**Records for processing**

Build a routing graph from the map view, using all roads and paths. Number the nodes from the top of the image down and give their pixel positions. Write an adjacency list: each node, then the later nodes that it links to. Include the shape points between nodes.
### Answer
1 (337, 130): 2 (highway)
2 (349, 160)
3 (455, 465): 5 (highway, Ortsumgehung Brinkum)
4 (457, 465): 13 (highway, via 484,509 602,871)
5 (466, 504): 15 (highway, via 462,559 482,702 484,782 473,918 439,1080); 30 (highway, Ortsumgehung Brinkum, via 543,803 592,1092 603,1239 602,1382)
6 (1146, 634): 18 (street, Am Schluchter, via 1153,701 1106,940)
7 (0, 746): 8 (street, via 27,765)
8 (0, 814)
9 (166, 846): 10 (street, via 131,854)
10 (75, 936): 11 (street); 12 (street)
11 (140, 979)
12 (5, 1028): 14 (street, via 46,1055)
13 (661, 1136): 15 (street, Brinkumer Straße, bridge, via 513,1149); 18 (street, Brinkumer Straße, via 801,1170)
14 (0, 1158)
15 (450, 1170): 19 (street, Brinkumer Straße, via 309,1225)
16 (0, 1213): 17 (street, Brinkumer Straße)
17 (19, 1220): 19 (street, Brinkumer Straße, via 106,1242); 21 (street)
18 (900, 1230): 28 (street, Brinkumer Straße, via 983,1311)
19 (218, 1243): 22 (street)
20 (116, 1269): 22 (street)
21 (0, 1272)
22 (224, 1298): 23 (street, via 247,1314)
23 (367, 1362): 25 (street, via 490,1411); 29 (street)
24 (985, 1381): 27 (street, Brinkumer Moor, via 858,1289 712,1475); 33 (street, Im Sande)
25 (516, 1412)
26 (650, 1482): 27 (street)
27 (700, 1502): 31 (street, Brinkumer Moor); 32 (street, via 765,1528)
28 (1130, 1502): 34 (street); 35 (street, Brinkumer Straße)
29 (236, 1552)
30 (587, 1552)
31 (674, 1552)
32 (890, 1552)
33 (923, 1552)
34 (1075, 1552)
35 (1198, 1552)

**What the exercise asks**
Among the lines of the preceding data, which ones hold the word "Ortsumgehung"? List them.

**Your solution**
3 (455, 465): 5 (highway, Ortsumgehung Brinkum)
5 (466, 504): 15 (highway, via 462,559 482,702 484,782 473,918 439,1080); 30 (highway, Ortsumgehung Brinkum, via 543,803 592,1092 603,1239 602,1382)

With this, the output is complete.